### 3.1 Advanced multilateral filter

As shown in Fig. 1, the proposed depth enhancement system is composed of two major steps, the advanced multilateral filter (AMF) and the rotating counsel filter (RCR). We assume that *g*(*x*, *y*) and *d*(*x*, *y*) with the same spatial resolution represent the original image and the corresponding depth map, respectively. The depth map, which could be captured and upsampled from a stereo camera or estimated by a stereo matching method, often comes with noise and holes. The proposed AMF enhanced results *g’*(*x*, *y*) and *d’* (*x*, *y*) are respectively given as

$$ {g}^{\prime}\left( x, y\right)={\displaystyle \sum_{i, j\in \varOmega} h\left( x, y; i, j\right) g\left( i, j\right)} $$

(1)

and

$$ {d}^{\prime}\left( x, y\right)={\displaystyle \sum_{i, j\in \varOmega} h\left( x, y; i, j\right) d\left( i, j\right)} $$

(2)

where the response *h*(*x*, *y*; *i*, *j*) at the position (*x*, *y*) with respect to the impulse at (*i*, *j*), is defined by,

$$ h\left( x, y; i, j\right)=\left\{\begin{array}{l}\frac{J_s{J}_d{J}_g{J}_c}{q_{x, y}}.\kern1em \mathrm{if}\ \left( i, j\right)\in \varOmega \\ {}0,\kern5em \mathrm{otherwise}.\end{array}\right. $$

(3)

In (3), *h*(*x*, *y*; *i*, *j*) is the adaptive multilateral filter, which is used to enhance the noisy depth map, Ω is a selected filtering window, (*x*, *y*) is the coordinate of the center position of the window, and (*i*, *j*) are the neighbor positions of (*x*, *y*). *J*
_{
s
}, *J*
_{
d
}, *J*
_{
g
}, and *J*
_{
c
} are referred to spatial, depth, range, and credibility filtering coefficients, which are respectively defined as

$$ {J}_s= \exp \left(-\frac{{\left( x- i\right)}^2+{\left( y- j\right)}^2}{2{\sigma_s}^2}\right) $$

(4)

$$ {J}_d= \exp \left(-\frac{{\left( d\left( i, j\right)- d\left( x, y\right)\right)}^2}{2{\sigma_d}^2}\right) $$

(5)

$$ {J}_g= \exp \left(-\frac{{\left( g\left( i, j\right)- g\left( x, y\right)\right)}^2}{2{\sigma_g}^2}\right) $$

(6)

$$ {J}_c=1- \exp \left(-\frac{c\left( i, j\right)\times d\left( i, j\right)}{2{\sigma_c}^2}\right) $$

(7)

where *J*
_{
s
} is the weight of the depth distance between center position and its corresponding neighbor position, *J*
_{
d
} is the weight of the depth difference between center position and its corresponding neighbor position, *J*
_{
g
} is the weight of the texture difference between center position and its corresponding neighbor position, *J*
_{
c
} is the weight of the enhancement of the depth map, which is near the texture image edge.

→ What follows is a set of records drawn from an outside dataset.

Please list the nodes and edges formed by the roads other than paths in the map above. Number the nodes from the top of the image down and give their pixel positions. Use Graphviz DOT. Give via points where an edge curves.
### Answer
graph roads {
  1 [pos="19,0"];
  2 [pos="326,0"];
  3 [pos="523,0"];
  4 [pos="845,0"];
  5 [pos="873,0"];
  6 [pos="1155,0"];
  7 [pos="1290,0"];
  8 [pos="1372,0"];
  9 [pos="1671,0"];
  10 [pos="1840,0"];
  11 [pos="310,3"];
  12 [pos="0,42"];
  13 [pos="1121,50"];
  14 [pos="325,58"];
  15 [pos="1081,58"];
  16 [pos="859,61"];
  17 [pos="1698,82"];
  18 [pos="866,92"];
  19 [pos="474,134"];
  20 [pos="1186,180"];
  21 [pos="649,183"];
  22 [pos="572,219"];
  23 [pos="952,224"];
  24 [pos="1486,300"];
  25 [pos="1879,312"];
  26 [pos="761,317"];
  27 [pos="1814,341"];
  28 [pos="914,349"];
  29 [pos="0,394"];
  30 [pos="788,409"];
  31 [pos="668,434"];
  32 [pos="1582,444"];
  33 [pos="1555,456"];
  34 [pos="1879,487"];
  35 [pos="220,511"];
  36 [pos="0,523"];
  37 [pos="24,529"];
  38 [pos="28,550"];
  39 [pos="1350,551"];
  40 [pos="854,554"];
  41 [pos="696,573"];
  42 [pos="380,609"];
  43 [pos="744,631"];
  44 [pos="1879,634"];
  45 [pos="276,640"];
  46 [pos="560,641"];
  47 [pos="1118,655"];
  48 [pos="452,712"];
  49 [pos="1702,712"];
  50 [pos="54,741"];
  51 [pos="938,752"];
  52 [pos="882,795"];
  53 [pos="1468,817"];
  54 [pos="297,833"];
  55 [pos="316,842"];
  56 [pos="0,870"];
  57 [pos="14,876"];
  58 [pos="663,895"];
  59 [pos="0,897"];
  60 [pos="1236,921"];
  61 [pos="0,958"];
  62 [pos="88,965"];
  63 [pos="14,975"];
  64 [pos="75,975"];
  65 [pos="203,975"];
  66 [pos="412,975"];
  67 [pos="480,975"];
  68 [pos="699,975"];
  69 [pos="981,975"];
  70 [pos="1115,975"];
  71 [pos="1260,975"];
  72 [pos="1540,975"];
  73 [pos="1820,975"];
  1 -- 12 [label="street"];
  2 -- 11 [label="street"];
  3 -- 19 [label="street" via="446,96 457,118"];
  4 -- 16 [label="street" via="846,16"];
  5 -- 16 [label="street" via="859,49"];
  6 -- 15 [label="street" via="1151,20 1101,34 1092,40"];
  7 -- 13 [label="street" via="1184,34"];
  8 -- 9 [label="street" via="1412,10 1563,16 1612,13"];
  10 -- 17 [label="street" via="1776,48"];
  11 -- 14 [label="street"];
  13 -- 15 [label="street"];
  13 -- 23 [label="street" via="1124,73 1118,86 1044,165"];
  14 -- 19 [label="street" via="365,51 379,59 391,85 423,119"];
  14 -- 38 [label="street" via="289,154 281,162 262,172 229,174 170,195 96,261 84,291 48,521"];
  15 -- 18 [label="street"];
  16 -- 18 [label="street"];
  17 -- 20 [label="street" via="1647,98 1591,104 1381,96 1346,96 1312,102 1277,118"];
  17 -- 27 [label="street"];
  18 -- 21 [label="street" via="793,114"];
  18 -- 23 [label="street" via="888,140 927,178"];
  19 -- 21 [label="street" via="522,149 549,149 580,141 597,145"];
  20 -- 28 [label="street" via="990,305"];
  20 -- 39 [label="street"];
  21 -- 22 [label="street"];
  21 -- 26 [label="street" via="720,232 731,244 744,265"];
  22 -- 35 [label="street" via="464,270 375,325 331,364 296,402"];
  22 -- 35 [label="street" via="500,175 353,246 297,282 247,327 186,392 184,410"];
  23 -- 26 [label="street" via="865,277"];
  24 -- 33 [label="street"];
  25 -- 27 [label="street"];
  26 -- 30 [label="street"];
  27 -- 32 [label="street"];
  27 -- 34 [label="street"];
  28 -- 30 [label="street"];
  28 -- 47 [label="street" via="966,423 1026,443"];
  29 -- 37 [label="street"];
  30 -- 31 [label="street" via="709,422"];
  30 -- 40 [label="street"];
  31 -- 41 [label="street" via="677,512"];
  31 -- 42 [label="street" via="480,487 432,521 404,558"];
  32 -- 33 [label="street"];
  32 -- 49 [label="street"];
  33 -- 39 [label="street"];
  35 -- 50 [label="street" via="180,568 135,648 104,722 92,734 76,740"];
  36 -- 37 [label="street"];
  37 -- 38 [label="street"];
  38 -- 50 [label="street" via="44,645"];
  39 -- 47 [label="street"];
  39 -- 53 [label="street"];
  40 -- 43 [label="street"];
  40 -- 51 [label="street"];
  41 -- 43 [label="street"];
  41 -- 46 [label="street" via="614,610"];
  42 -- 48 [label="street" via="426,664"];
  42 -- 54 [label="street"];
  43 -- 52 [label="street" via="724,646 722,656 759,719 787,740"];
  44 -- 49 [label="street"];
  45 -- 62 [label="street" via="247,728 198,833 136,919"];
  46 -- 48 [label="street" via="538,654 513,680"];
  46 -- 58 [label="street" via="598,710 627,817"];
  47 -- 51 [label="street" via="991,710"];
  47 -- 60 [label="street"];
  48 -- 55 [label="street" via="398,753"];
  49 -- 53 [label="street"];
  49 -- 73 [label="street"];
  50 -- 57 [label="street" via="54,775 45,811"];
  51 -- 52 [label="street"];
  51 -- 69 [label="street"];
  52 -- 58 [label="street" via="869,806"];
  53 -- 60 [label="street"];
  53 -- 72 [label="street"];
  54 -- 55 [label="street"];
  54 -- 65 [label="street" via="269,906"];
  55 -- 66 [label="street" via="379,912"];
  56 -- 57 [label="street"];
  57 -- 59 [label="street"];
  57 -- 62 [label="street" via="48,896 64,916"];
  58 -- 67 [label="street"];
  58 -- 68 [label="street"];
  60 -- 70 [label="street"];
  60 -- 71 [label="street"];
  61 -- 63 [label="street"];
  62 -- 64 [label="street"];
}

In (3), the normalization factor is given as

$$ {q}_{x, y}={\displaystyle {\sum}_{i, j\in \varOmega}{J}_s{J}_d{J}_g{J}_c}. $$

(8)

In (7), the credibility map, *c*(*x*, *y*) is computed from texture image as

$$ c\left( x, y\right)=\left\{\begin{array}{l}1,\begin{array}{cc}\hfill \hfill & \hfill G\left( x, y\right)\ge \phi \hfill \end{array}\\ {}0,\begin{array}{cc}\hfill \hfill & \hfill G\left( x, y\right)<\phi \hfill \end{array}\end{array}\right. $$

(9)

where *ϕ* is a selected threshold and *G*(*x*, *y*) is the magnitude of gradient of texture image as

$$ G\left( x, y\right)=\sqrt{{G_x}^2\left( x, y\right)+{G_y}^2\left( x, y\right)}. $$

(10)

In (10), the horizontal and vertical direction gradients, *G*
_{
x
}(*x*, *y*) and *G*
_{
y
}(*x*, *y*) are computed from Sobel operators [24]. According to (9), the credibility map can be determined if the pixel is in smooth or edge region. If the corresponding candidate of *d*(*i*, *j*) is in edge regions, *c*(*i*, *j*) = 1. The corresponding candidate depth, *d*(*i*, *j*) will be strengthened with the weight controlled by (7). The AMF will be given a strong weight by *J*
_{
c
} to enhance *d*(*x*, *y*). On the other hand, if the corresponding candidate of *d*(*i*, *j*) is in smoothing regions, *c*(*i*, *j*) = 0 such that the corresponding candidate depth, *d*(*i*, *j*) is weakened with the weight controlled by (7).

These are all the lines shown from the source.